Chenoweth completed the 10K course with a time of 29:51.2—only 14.3 seconds behind the overall winner.

“Dan is really amazing,” Ives said. “He is incredibly consistent and inspiring in that way...He always races incredibly hard and to his utmost ability. He did a great job.”

“Dan did the job that he needed to do,” Harvard coach Jason Saretsky said. “He had more pressure on him than a lot of the guys out there since he’s already been [to the national championships] two times before, but he handled the pressure well and took care of business.”

Following behind Chenoweth were junior Michael Hoffman and freshmen Kurt Ruegg, Aaron Watanabe, Maksim Korolev, and Kellen Blumberg, who all finished in the top half of the 229-runner field. For a team plagued by upperclassman injuries all season, the rookies continued to step up for the Crimson.

“As a class, the freshmen had the right mindset,” Chenoweth said. “They were prepared for the distance and worked really hard in the competition...It’s been kind of cool to see the freshmen come along and see the power that their class has.”

On the women’s side, juniors Nicole Cochran and Jeanne Mack led Harvard with strong performances on the 6K course, overcoming personal setbacks to cross the finish line at 21:29.6 and 21:30.6—good for 53rd and 54th place, respectively—out of 247 runners.

“I was really pleased with our top two women runners,” Saretsky said. “Neither [Cochran nor Mack] were 100 percent and were pretty banged up this week. I was really proud of their ability to put themselves out there to do as well as they could to help the team.”

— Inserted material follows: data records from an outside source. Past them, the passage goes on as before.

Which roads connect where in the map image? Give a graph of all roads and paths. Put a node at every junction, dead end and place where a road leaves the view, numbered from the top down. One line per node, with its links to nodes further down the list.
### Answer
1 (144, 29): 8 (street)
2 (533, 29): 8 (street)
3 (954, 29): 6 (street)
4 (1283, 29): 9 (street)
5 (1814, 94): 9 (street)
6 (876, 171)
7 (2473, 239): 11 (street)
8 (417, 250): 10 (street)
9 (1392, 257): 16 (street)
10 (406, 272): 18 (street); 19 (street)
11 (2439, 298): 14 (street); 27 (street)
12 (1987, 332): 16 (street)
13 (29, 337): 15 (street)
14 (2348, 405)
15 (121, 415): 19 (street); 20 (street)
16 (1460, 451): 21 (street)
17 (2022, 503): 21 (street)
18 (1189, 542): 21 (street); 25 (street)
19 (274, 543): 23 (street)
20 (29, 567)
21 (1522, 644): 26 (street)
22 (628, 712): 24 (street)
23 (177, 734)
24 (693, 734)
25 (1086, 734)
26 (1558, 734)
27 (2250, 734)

Ives finished six seconds behind Mack for 61st place and was followed by freshman Kristina Funahashi, juniors Kailyn Kuzmuk and Kirsten Jorgensen, and senior Thea Lee.

Ultimately the veteran squad was unable to overcome the pressure and the recent injuries to several members of its roster.

“We are at peak fitness but are compromised by injury right now, and we had some lofty goals that were riding pretty heavily on our minds,” Ives said. “It was definitely our hope to advance to Nationals, but things would have needed to go perfectly for everyone, and things didn’t go perfectly for anyone.”

And given the good showing within the field of competition, both the men’s and women’s squads hope these will be results they can build upon in the future. While depth is important, this race showed that responding to the challenges that the sport presents is a key to future success.

“You try to contain injury as much as you can, but sometimes you just get unlucky,” Chenoweth said. “It’s part of the sport. You just need to learn how to deal with those things and come back from them.”

“The sport is unpredictable,” Ives said. “You definitely have to be ready for anything.”